Wrongful death lawsuit against Kyle Rittenhouse can proceed, judge rules
A civil rights lawsuit brought against Kyle Rittenhouse by the father of Anthony Huber — one of two men who Rittenhouse shot and killed in Kenosha, Wisconsin, during protests in 2020 — will be allowed to proceed, a judge ruled on Wednesday. Rittenhouse was acquitted last year on all five charges he faced in his criminal trial, including first-degree intentional homicide.
The wrongful death suit was filed by Huber's father, John Huber, in 2021, and alleges "the existence of a conspiracy to deprive protestors of their civil rights and due-process claims based on the government's exposing protestors to danger at the hands of armed civilians."

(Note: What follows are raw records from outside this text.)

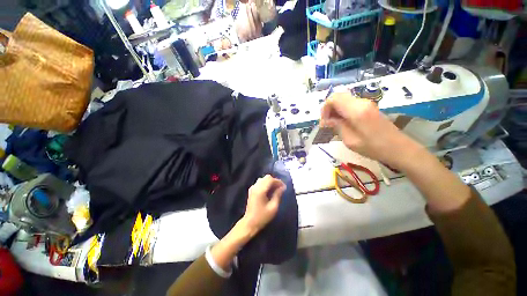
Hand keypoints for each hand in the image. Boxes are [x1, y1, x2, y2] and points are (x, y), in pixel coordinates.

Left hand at [241, 175, 285, 235]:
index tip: (284, 187)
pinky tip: (269, 191)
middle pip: (266, 177)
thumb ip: (278, 195)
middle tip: (280, 188)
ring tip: (276, 189)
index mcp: (260, 190)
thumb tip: (282, 187)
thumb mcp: (273, 207)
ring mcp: (252, 188)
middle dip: (274, 181)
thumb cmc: (262, 217)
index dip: (278, 181)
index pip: (270, 179)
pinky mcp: (251, 190)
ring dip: (270, 182)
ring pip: (263, 179)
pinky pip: (259, 182)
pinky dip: (265, 184)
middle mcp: (255, 186)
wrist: (249, 223)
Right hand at [320, 92, 423, 169]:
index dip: (325, 109)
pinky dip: (342, 111)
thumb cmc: (373, 147)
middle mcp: (361, 102)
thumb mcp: (350, 140)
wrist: (398, 148)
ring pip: (343, 100)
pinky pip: (350, 104)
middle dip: (329, 109)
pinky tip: (342, 123)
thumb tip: (325, 121)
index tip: (323, 122)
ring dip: (335, 110)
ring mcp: (366, 103)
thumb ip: (337, 127)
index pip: (334, 99)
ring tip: (333, 124)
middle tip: (327, 123)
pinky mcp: (369, 107)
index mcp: (356, 110)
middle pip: (338, 97)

The lawsuit also accuses Rittenhouse of "conspiring with law enforcement to cause harm to protestors."
U.S. District Judge Lynn Adelman on Wednesday dismissed motions filed by both government defendants and Rittenhouse, who sought to have the lawsuit dismissed on grounds of insufficient evidence and failure to state a claim, meaning Rittenhouse was not properly served with the grounds for the suit.
Adelman found that John Huber's attorneys and private investigators spent over 100 hours attempting to locate Rittenhouse, finding addresses in seven different states before locating the Florida residence of his mother and sister. Rittenhouse's sister was served the suit after she stated that her brother was not home.

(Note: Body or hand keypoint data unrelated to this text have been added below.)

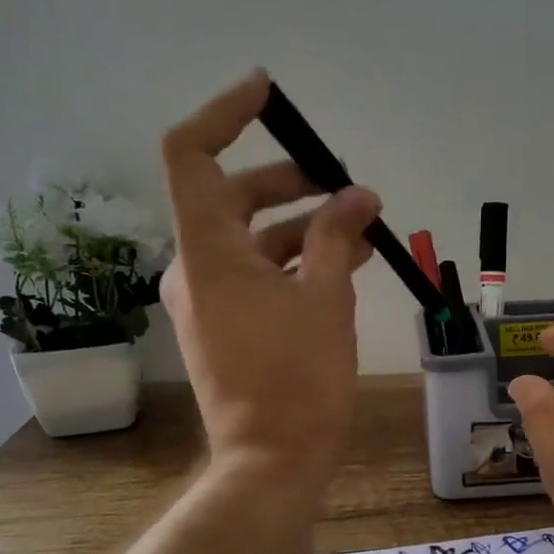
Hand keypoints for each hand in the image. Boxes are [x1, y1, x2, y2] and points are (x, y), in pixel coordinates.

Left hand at [159, 70, 378, 488]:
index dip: (225, 113)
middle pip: (232, 196)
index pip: (192, 155)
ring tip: (361, 227)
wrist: (273, 460)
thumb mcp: (326, 298)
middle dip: (290, 182)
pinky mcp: (224, 326)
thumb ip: (337, 236)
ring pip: (251, 239)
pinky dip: (294, 261)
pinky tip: (343, 264)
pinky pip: (256, 275)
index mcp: (208, 251)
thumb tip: (357, 195)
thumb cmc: (299, 379)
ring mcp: (206, 300)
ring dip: (303, 225)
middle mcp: (195, 268)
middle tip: (343, 185)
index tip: (268, 93)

Adelman said that Rittenhouse was "almost certainly evading service," writing that he had been "deliberately cagey about his whereabouts."
Loevy & Loevy, the firm representing John Huber, said Wednesday in a statement, "Make no mistake: our fight to hold those responsible for Anthony's death accountable continues in full force. Neither Mr. Rittenhouse nor the Kenosha police who authorized his bloody rampage will escape justice. Anthony will have his day in court."

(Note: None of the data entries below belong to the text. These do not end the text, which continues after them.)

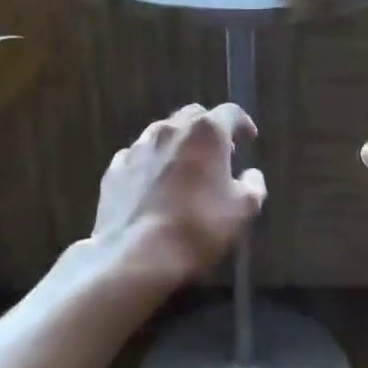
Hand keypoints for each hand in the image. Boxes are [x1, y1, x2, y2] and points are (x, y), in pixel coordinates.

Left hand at [91, 103, 266, 288]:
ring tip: (185, 169)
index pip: (230, 112)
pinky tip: (154, 186)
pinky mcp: (114, 169)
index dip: (242, 123)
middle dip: (208, 129)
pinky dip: (151, 164)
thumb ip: (253, 186)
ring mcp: (137, 147)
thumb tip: (252, 175)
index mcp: (206, 132)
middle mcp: (169, 129)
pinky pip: (138, 157)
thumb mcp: (243, 211)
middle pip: (194, 116)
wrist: (136, 255)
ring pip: (163, 133)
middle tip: (218, 153)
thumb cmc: (198, 228)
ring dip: (178, 144)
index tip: (248, 138)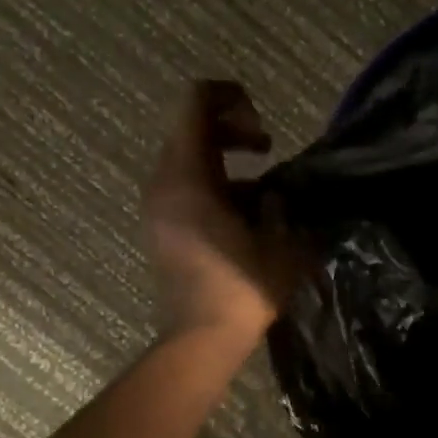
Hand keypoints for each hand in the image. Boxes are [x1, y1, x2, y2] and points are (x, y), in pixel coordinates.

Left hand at [142, 81, 301, 342]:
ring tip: (261, 187)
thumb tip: (275, 193)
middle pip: (191, 126)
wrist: (201, 339)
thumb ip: (280, 203)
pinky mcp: (161, 226)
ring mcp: (158, 205)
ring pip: (188, 157)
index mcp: (188, 176)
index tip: (263, 132)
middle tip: (266, 150)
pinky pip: (185, 185)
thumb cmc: (241, 289)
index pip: (196, 102)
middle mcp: (164, 182)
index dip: (232, 98)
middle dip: (232, 128)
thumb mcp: (280, 242)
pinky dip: (213, 183)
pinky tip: (244, 214)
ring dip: (224, 158)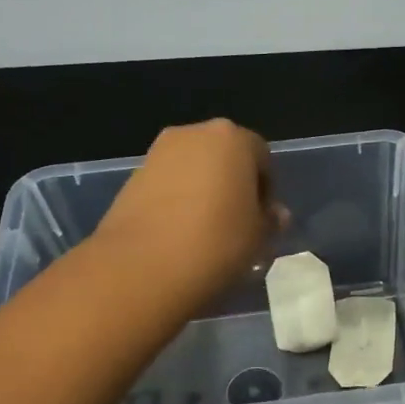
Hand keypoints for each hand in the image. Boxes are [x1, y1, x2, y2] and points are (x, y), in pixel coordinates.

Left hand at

The family is seeking an unspecified amount of damages from local officials, law enforcement and Rittenhouse.
Amid protests following the police shooting of Jacob Blake, the then-17-year-old Rittenhouse traveled from his home state of Illinois with an AR-15 style rifle, and shot three people, Anthony Huber, Joseph Rosenbaum and Gaige Grosskreutz. Both Huber and Rosenbaum died as a result of their injuries.
Rittenhouse was allowed to return home to Illinois before being extradited to Wisconsin after his arrest a month later.
Rittenhouse testified that he traveled to Kenosha with the intent to protect local businesses and provide first aid, and his attorneys argue that the teen acted in self-defense in the shootings. Rittenhouse was ultimately acquitted on all charges after nearly four days of jury deliberation.
Adelman on Wednesday ruled that Anthony Huber's death "could plausibly be regarded as having been proximately caused by the actions of the governmental defendants," and that because the sheriff and police chief are "alleged to have known that the armed individuals had expressed intentions to harm protestors, it is reasonable to infer that the commanders knew that they were creating a dangerous situation by forcing the protestors and armed individuals to confront each other in a confined area."
"The risk that members of these antagonistic groups would engage in violence was high, and once violence erupted it would be difficult for protestors to escape or otherwise protect themselves," added Adelman.
"According to the complaint, the only reason Rittenhouse was allowed to walk away after shooting three people was because he was white and because he was affiliated with the armed individuals."
This case is one of several ongoing civil lawsuits filed against Rittenhouse in the wake of the shootings. Grosskreutz filed a similar suit last year, according to The Associated Press.